** Opening Material supplied block **

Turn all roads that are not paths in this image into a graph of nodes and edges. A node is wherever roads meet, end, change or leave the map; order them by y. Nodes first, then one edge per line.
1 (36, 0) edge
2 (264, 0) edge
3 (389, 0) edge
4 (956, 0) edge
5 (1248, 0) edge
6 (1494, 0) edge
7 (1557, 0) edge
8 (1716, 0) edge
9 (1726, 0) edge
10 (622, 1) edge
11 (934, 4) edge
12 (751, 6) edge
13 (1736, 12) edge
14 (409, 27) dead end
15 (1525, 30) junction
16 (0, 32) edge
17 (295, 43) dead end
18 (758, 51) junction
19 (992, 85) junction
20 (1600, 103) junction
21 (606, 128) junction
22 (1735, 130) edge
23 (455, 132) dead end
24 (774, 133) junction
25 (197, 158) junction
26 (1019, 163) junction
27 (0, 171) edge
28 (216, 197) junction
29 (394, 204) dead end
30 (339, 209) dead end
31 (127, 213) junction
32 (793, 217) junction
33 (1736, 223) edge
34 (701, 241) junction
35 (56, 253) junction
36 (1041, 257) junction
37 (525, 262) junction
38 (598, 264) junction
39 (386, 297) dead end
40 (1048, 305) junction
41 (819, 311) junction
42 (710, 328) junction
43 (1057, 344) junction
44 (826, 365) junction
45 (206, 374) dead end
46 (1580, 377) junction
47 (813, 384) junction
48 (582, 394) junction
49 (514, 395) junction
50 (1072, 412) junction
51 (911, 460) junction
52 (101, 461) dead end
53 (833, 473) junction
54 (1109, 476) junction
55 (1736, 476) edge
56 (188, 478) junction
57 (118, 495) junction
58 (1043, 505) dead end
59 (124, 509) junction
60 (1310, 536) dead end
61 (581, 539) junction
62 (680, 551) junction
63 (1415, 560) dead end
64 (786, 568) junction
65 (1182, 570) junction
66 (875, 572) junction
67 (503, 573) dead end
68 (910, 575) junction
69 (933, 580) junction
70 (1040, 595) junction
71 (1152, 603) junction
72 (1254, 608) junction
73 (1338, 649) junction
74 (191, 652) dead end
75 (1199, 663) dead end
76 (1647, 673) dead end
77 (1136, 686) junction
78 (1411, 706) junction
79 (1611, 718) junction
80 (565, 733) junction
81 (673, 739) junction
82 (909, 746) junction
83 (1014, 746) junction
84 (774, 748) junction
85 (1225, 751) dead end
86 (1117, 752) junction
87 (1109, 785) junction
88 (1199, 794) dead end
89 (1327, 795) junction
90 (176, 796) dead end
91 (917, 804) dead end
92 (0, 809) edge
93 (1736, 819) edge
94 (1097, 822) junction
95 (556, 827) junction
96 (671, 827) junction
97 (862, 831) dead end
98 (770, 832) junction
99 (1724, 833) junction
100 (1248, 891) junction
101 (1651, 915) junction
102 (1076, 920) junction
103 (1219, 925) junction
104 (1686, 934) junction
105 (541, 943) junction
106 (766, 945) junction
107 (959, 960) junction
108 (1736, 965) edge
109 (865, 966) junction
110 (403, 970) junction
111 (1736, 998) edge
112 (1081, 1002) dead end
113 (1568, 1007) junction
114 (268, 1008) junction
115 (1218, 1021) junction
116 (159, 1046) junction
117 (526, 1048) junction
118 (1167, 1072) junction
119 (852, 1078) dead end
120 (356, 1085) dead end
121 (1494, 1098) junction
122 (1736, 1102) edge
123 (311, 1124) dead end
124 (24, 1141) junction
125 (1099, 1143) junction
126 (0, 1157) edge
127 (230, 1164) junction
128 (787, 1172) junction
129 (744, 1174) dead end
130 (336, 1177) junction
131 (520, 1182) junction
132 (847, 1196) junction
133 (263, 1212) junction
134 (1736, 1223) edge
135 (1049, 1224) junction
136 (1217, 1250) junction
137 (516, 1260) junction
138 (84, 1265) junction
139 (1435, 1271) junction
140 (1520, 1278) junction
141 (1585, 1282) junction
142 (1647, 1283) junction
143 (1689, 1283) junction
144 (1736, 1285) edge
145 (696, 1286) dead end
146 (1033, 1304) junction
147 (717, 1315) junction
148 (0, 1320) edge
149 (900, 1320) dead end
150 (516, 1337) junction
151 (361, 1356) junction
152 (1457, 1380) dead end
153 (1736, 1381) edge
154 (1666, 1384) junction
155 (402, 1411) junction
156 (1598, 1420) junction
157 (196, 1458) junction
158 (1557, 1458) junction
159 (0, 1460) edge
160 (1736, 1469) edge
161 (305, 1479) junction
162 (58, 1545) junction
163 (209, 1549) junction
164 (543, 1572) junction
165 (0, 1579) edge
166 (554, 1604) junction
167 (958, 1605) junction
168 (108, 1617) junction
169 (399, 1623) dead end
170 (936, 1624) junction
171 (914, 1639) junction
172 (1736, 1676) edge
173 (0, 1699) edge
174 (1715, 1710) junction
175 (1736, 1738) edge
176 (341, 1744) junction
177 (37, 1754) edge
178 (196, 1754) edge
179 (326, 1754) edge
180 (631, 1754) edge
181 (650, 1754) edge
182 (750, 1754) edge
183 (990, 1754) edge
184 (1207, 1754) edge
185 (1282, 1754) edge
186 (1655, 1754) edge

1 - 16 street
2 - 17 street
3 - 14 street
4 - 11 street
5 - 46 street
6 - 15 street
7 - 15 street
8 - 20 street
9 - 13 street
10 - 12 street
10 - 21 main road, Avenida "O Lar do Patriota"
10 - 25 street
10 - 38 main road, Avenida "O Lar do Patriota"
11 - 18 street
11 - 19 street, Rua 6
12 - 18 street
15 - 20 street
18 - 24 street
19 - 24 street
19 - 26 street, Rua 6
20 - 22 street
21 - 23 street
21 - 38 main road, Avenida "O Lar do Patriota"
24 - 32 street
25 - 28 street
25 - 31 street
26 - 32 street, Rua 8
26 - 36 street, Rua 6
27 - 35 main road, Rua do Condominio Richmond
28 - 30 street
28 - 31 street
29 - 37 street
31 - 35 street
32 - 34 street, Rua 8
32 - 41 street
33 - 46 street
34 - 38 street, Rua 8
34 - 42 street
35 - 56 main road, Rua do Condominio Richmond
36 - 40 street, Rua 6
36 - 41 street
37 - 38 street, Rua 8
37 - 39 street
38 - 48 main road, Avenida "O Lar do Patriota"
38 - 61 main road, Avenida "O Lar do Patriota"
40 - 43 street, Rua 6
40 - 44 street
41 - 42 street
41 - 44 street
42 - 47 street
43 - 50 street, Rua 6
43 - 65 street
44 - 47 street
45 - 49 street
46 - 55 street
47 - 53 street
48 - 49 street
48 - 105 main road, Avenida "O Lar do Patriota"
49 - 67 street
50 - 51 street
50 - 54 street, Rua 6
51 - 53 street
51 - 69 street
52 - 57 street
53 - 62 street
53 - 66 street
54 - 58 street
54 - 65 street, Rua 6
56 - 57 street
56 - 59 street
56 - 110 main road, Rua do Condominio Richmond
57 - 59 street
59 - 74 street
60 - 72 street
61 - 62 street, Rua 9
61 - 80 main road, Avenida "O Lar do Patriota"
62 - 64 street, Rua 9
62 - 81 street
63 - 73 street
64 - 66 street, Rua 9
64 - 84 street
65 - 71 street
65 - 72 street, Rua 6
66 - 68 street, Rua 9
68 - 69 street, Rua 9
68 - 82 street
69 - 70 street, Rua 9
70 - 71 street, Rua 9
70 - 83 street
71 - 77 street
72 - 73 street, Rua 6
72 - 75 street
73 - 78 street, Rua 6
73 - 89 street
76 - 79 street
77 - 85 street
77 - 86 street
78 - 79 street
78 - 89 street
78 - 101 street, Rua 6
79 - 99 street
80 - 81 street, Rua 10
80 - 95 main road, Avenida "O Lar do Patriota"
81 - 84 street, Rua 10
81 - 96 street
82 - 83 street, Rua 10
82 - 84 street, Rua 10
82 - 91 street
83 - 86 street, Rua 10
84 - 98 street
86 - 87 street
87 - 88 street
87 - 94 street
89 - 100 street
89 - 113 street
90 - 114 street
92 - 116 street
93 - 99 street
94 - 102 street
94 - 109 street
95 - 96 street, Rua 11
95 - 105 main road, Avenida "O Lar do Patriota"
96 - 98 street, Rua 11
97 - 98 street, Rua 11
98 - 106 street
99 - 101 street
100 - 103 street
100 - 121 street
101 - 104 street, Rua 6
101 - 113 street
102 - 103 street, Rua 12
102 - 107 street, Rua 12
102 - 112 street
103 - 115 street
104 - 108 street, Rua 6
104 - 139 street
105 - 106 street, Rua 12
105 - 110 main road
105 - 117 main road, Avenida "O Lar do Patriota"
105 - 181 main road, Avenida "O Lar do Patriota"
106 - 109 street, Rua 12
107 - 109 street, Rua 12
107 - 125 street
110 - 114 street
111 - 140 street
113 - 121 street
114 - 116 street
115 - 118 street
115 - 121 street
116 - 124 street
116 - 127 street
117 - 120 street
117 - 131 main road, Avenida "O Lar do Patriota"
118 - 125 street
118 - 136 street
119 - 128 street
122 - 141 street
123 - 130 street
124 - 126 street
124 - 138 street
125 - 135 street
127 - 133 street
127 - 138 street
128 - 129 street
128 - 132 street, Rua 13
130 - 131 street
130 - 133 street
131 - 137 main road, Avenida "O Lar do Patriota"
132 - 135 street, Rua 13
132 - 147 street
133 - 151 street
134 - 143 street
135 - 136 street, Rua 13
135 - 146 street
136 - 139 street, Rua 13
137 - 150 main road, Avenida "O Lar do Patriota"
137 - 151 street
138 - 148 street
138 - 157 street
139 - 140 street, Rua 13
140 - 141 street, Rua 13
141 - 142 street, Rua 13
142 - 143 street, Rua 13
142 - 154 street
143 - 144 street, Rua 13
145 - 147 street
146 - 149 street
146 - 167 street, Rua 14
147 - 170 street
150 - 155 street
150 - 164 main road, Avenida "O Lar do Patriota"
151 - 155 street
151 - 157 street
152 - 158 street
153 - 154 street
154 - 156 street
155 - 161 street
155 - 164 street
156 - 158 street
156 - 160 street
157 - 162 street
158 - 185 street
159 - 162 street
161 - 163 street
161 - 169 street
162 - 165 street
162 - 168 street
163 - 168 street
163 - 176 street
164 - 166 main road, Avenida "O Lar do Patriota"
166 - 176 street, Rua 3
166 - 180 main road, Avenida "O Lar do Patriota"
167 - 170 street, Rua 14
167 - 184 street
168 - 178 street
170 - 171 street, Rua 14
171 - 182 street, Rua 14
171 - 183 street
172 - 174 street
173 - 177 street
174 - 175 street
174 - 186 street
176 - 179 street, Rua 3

** Closing Material supplied block **

__About this task__
Return each line from the entries above that includes "Condominio".

__Solved problem__
27 - 35 main road, Rua do Condominio Richmond
35 - 56 main road, Rua do Condominio Richmond
56 - 110 main road, Rua do Condominio Richmond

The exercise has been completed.